■ AIM OF THE EXERCISE
An exact copy of the entries below is the expected answer.

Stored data
━━━━━━━━

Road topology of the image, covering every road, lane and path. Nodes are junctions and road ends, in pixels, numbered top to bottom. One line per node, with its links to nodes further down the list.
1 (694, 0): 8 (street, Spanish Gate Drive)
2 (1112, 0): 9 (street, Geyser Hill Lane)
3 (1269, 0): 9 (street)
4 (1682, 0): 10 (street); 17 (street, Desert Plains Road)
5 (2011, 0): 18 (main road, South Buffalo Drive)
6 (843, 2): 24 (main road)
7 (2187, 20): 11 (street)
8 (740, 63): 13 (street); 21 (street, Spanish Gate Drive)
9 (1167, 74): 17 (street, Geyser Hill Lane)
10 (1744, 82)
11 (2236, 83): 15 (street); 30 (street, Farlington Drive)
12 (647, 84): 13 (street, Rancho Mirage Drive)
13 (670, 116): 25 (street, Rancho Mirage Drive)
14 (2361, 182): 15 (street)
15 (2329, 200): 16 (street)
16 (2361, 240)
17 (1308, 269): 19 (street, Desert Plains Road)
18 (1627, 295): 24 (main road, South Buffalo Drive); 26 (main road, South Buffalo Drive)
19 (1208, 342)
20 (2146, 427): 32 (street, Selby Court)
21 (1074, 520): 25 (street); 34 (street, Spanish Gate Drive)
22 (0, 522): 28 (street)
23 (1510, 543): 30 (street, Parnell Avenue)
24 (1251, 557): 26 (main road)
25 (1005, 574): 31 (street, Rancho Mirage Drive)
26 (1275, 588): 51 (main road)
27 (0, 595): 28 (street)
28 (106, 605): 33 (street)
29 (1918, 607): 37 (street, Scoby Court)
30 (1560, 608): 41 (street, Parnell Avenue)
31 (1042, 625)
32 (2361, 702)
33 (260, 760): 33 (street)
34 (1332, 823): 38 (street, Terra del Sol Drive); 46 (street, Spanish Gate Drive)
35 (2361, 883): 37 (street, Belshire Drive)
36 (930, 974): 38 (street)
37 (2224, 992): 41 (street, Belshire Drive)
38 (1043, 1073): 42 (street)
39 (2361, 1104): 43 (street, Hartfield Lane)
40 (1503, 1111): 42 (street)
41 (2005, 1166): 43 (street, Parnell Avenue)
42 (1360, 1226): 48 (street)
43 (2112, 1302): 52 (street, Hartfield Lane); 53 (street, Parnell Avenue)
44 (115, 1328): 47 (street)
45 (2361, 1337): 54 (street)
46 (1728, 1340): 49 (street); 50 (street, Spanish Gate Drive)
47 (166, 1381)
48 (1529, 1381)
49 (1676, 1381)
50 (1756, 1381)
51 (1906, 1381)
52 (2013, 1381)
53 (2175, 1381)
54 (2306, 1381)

━━━━━━━━

■ RESULT OF THIS TASK
Road topology of the image, covering every road, lane and path. Nodes are junctions and road ends, in pixels, numbered top to bottom. One line per node, with its links to nodes further down the list.
1 (694, 0): 8 (street, Spanish Gate Drive)
2 (1112, 0): 9 (street, Geyser Hill Lane)
3 (1269, 0): 9 (street)
4 (1682, 0): 10 (street); 17 (street, Desert Plains Road)
5 (2011, 0): 18 (main road, South Buffalo Drive)
6 (843, 2): 24 (main road)
7 (2187, 20): 11 (street)
8 (740, 63): 13 (street); 21 (street, Spanish Gate Drive)
9 (1167, 74): 17 (street, Geyser Hill Lane)
10 (1744, 82)
11 (2236, 83): 15 (street); 30 (street, Farlington Drive)
12 (647, 84): 13 (street, Rancho Mirage Drive)
13 (670, 116): 25 (street, Rancho Mirage Drive)
14 (2361, 182): 15 (street)
15 (2329, 200): 16 (street)
16 (2361, 240)
17 (1308, 269): 19 (street, Desert Plains Road)
18 (1627, 295): 24 (main road, South Buffalo Drive); 26 (main road, South Buffalo Drive)
19 (1208, 342)
20 (2146, 427): 32 (street, Selby Court)
21 (1074, 520): 25 (street); 34 (street, Spanish Gate Drive)
22 (0, 522): 28 (street)
23 (1510, 543): 30 (street, Parnell Avenue)
24 (1251, 557): 26 (main road)
25 (1005, 574): 31 (street, Rancho Mirage Drive)
26 (1275, 588): 51 (main road)
27 (0, 595): 28 (street)
28 (106, 605): 33 (street)
29 (1918, 607): 37 (street, Scoby Court)
30 (1560, 608): 41 (street, Parnell Avenue)
31 (1042, 625)
32 (2361, 702)
33 (260, 760): 33 (street)
34 (1332, 823): 38 (street, Terra del Sol Drive); 46 (street, Spanish Gate Drive)
35 (2361, 883): 37 (street, Belshire Drive)
36 (930, 974): 38 (street)
37 (2224, 992): 41 (street, Belshire Drive)
38 (1043, 1073): 42 (street)
39 (2361, 1104): 43 (street, Hartfield Lane)
40 (1503, 1111): 42 (street)
41 (2005, 1166): 43 (street, Parnell Avenue)
42 (1360, 1226): 48 (street)
43 (2112, 1302): 52 (street, Hartfield Lane); 53 (street, Parnell Avenue)
44 (115, 1328): 47 (street)
45 (2361, 1337): 54 (street)
46 (1728, 1340): 49 (street); 50 (street, Spanish Gate Drive)
47 (166, 1381)
48 (1529, 1381)
49 (1676, 1381)
50 (1756, 1381)
51 (1906, 1381)
52 (2013, 1381)
53 (2175, 1381)
54 (2306, 1381)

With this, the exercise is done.